---- RECORDS SUPPLIED

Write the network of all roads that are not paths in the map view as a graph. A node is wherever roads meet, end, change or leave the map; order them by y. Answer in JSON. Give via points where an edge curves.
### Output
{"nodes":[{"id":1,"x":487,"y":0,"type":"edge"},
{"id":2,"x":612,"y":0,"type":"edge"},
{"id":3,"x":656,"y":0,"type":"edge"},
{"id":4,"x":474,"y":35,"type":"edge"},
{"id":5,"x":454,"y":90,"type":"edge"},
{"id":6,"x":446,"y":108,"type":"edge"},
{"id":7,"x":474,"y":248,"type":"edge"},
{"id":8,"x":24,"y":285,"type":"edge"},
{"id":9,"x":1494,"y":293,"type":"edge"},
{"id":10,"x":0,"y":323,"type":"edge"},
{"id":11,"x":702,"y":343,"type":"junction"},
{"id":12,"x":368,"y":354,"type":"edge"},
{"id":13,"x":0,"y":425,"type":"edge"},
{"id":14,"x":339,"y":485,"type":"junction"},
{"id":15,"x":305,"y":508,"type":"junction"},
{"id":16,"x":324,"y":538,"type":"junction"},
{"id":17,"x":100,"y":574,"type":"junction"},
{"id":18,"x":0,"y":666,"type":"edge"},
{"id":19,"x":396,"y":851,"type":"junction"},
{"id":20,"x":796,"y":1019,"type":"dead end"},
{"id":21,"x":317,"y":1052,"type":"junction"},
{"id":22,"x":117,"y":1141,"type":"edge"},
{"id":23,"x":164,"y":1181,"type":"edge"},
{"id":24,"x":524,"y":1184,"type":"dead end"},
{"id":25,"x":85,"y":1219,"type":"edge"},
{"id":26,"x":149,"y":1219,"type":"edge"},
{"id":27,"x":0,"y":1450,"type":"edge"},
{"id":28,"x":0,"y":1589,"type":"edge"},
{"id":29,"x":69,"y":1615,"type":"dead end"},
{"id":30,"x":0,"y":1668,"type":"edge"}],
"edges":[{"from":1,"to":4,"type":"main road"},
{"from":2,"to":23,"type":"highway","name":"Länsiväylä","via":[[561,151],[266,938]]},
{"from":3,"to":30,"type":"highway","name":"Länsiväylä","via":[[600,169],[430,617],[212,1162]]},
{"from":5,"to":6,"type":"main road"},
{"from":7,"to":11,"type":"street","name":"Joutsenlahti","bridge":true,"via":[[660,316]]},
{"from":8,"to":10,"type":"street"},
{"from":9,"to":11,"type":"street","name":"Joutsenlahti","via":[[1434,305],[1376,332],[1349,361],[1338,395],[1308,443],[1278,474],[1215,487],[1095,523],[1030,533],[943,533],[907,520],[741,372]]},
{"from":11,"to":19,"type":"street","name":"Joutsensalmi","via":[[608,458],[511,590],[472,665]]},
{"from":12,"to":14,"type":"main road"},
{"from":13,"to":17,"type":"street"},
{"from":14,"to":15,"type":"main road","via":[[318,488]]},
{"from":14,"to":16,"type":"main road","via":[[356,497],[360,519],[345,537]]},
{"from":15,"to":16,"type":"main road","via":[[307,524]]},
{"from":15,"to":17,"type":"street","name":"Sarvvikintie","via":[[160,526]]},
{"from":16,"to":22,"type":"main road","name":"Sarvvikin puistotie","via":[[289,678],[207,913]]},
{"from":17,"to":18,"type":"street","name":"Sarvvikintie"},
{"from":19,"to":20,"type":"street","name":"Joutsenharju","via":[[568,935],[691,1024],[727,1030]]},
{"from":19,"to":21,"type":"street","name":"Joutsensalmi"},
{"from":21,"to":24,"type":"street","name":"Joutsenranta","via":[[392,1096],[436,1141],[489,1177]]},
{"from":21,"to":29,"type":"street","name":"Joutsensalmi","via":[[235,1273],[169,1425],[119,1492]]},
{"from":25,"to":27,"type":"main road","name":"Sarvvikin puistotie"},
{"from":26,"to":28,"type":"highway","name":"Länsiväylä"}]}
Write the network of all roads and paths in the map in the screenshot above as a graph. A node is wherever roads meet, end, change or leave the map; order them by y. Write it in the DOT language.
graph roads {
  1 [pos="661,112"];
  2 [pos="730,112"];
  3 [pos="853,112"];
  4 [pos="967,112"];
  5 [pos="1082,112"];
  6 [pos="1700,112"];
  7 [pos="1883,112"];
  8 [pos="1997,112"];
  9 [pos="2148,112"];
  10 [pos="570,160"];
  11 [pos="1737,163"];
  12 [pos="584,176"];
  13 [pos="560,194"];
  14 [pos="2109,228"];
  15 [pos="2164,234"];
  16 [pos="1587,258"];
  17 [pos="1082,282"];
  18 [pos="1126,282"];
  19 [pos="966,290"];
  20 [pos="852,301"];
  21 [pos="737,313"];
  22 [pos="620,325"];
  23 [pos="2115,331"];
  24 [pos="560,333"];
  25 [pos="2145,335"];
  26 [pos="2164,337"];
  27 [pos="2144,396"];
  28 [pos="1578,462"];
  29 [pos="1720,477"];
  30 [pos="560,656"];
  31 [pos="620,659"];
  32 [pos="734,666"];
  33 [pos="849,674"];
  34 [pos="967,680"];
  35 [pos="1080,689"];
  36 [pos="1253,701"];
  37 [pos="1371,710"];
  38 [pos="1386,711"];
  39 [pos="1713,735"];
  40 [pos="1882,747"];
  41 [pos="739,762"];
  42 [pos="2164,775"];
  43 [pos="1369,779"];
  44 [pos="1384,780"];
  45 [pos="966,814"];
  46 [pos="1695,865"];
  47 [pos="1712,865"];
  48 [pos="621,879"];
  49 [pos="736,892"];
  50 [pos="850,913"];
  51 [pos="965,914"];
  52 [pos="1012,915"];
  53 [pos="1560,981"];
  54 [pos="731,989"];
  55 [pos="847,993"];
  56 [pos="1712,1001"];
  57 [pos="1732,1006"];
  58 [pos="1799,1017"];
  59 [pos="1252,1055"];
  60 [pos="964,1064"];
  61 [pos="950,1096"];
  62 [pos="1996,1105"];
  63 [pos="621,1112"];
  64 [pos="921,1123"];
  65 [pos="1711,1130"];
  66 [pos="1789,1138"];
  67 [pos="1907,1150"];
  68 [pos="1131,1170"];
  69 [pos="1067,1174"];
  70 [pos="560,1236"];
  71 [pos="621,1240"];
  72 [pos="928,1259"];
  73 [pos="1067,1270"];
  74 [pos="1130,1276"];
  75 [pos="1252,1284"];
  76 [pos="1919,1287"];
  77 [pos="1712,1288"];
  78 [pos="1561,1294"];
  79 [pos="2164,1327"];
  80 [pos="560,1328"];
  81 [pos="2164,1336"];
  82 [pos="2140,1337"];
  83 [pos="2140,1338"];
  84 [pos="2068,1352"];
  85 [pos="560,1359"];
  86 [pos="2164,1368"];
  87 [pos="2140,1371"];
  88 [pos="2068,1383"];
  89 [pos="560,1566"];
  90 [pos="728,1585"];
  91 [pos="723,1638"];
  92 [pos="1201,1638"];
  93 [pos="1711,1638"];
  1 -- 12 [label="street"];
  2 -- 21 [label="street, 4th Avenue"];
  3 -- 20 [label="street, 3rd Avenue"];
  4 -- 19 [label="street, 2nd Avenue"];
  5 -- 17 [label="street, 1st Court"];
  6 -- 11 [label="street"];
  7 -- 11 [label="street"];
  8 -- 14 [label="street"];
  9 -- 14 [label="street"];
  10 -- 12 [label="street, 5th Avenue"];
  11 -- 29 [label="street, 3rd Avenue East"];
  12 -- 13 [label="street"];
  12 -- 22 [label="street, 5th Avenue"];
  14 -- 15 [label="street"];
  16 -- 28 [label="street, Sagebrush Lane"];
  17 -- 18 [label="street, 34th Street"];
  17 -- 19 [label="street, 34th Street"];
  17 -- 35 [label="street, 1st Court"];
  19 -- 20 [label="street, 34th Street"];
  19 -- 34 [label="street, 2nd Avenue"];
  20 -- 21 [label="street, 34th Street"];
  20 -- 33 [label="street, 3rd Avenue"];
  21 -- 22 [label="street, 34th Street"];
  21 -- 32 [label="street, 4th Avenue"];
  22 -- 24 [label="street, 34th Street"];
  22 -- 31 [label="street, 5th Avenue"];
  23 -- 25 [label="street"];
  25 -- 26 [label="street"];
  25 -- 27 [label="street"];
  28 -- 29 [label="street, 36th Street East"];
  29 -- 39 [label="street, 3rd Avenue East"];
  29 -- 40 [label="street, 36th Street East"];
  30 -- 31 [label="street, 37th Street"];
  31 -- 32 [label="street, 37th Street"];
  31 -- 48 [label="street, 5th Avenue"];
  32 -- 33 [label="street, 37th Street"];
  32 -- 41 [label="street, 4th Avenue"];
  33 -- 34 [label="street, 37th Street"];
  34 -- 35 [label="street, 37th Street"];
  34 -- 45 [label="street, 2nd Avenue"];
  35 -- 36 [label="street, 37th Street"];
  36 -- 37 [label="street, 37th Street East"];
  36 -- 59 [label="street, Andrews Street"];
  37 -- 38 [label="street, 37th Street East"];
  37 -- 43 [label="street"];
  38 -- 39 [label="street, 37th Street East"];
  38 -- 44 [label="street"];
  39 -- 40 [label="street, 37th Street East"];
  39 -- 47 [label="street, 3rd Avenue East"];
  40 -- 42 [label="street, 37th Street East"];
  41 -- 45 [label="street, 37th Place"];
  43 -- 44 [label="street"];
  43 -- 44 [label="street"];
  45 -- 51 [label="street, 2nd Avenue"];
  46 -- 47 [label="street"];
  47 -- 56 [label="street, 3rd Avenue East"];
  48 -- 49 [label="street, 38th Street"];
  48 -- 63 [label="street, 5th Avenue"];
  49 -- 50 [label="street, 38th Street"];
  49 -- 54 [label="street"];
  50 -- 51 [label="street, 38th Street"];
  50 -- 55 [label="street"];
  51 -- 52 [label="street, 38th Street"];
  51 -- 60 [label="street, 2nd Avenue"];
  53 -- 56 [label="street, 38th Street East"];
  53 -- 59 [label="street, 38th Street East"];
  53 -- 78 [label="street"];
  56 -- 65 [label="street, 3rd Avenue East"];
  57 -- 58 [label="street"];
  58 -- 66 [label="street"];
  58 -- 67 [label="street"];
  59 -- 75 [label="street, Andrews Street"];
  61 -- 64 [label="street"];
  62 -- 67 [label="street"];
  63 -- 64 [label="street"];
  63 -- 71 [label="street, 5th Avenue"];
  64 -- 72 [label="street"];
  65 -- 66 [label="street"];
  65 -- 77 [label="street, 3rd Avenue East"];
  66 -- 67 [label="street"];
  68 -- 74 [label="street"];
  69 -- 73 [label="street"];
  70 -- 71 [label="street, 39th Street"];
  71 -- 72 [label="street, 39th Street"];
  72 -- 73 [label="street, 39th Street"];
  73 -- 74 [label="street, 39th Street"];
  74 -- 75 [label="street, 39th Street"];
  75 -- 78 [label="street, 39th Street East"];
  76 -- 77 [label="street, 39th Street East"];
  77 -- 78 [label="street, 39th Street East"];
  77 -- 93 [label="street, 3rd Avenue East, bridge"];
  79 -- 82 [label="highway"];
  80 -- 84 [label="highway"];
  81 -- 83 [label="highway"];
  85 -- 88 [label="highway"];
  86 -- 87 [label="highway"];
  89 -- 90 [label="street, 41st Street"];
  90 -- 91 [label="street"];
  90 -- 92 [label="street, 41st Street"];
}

--------

WORK ITEM: Filter the records above down to the lines containing "Sarvvikintie".

RESULT:
{"from":15,"to":17,"type":"street","name":"Sarvvikintie","via":[[160,526]]},
{"from":17,"to":18,"type":"street","name":"Sarvvikintie"},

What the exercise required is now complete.